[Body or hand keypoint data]

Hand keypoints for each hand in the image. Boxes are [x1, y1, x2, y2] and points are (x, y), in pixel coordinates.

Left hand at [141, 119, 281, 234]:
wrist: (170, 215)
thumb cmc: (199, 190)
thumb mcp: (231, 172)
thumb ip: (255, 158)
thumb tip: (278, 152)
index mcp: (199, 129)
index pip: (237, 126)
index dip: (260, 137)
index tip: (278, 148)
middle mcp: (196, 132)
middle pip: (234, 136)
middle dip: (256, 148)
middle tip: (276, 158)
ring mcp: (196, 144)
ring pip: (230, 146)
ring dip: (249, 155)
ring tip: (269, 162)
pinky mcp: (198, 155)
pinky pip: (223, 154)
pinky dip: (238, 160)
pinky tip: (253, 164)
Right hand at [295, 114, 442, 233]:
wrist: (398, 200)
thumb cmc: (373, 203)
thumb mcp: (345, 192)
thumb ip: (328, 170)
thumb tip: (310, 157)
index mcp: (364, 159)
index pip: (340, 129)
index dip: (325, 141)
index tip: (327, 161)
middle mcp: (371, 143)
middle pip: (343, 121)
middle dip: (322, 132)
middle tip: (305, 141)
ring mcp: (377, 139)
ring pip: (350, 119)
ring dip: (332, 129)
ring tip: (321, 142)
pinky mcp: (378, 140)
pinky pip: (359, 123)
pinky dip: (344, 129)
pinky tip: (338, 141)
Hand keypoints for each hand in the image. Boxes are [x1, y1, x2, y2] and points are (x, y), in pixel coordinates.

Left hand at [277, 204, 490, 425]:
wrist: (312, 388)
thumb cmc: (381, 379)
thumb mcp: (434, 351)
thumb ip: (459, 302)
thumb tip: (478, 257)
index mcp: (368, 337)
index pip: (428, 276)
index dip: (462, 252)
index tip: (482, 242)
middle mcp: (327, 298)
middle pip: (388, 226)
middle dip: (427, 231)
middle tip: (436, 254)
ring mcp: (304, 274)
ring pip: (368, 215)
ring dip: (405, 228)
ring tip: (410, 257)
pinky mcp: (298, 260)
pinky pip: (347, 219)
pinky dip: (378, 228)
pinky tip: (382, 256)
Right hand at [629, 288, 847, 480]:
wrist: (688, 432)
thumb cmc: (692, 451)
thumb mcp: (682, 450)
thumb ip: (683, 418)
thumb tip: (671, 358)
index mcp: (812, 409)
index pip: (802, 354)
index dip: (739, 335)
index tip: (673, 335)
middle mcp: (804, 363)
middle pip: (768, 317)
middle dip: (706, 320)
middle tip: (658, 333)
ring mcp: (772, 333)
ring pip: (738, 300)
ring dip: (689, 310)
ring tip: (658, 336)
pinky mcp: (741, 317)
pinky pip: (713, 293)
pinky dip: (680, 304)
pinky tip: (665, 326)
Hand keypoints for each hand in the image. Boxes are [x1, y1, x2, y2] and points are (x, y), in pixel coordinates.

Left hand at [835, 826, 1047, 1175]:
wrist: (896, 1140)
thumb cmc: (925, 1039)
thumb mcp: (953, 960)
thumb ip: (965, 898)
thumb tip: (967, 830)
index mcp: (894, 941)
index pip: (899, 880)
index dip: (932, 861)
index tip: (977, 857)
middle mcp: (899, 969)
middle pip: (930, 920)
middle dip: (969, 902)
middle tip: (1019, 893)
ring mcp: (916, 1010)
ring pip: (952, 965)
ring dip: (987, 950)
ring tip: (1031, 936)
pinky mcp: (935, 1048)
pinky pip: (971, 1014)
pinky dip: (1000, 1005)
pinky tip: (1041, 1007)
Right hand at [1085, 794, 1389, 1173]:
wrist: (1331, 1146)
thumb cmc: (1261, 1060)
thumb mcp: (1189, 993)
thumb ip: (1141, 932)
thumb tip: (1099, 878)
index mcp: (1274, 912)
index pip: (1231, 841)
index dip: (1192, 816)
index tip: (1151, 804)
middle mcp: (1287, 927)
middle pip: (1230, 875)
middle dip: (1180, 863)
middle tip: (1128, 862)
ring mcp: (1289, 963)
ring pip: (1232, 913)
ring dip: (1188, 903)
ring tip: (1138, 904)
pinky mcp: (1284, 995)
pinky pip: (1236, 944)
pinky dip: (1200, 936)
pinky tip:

▶ _What this task involves_: Every line from the one that has "thumb tip: (671, 358)" down to the last line above must be written out exactly, with both ends included and nothing else.

▶ _Your response_:
thumb tip: (671, 358)
index mcp: (812, 409)
index pip: (802, 354)
index dip: (739, 335)
index tip: (673, 335)
middle mcp: (804, 363)
middle pip: (768, 317)
middle dip: (706, 320)
middle tip: (658, 333)
ring mcp: (772, 333)
ring pip: (738, 300)
ring dip: (689, 310)
ring tip: (658, 336)
pinky mcp: (741, 317)
pinky pip: (713, 293)
pinky dip: (680, 304)
pinky tip: (665, 326)
Hand keypoints for each hand in the image. Boxes are [x1, y1, x2, y2] and points are (x, y), in pixel coordinates.

Left hand at [835, 826, 1047, 1175]:
wrist: (896, 1140)
thumb cmc: (925, 1039)
thumb mcp: (953, 960)
thumb ip: (965, 898)
thumb tip: (967, 830)
index mcp: (894, 941)
index pip: (899, 880)
index dip: (932, 861)
index tip: (977, 857)
middle mcp: (899, 969)
middle pip: (930, 920)
middle dip: (969, 902)
middle tip: (1019, 893)
ring mcp: (916, 1010)
ring pip: (952, 965)
ring dip: (987, 950)
ring tip: (1031, 936)
pinky mcp: (935, 1048)
pinky pip: (971, 1014)
pinky dip: (1000, 1005)
pinky tip: (1041, 1007)
Right hand at [1085, 794, 1389, 1173]:
wrist: (1331, 1146)
thumb cmc: (1261, 1060)
thumb mcp: (1189, 993)
thumb ip: (1141, 932)
thumb tip: (1099, 878)
index mcp: (1274, 912)
index pip: (1231, 841)
index dip: (1192, 816)
index tip: (1151, 804)
middle mcp: (1287, 927)
middle pip: (1230, 875)
middle dip: (1180, 863)
middle tip: (1128, 862)
ring mcp: (1289, 963)
ring pip: (1232, 913)
ring dip: (1188, 903)
ring tip: (1138, 904)
pinky mcp: (1284, 995)
pinky pip: (1236, 944)
pinky dip: (1200, 936)
pinky tip:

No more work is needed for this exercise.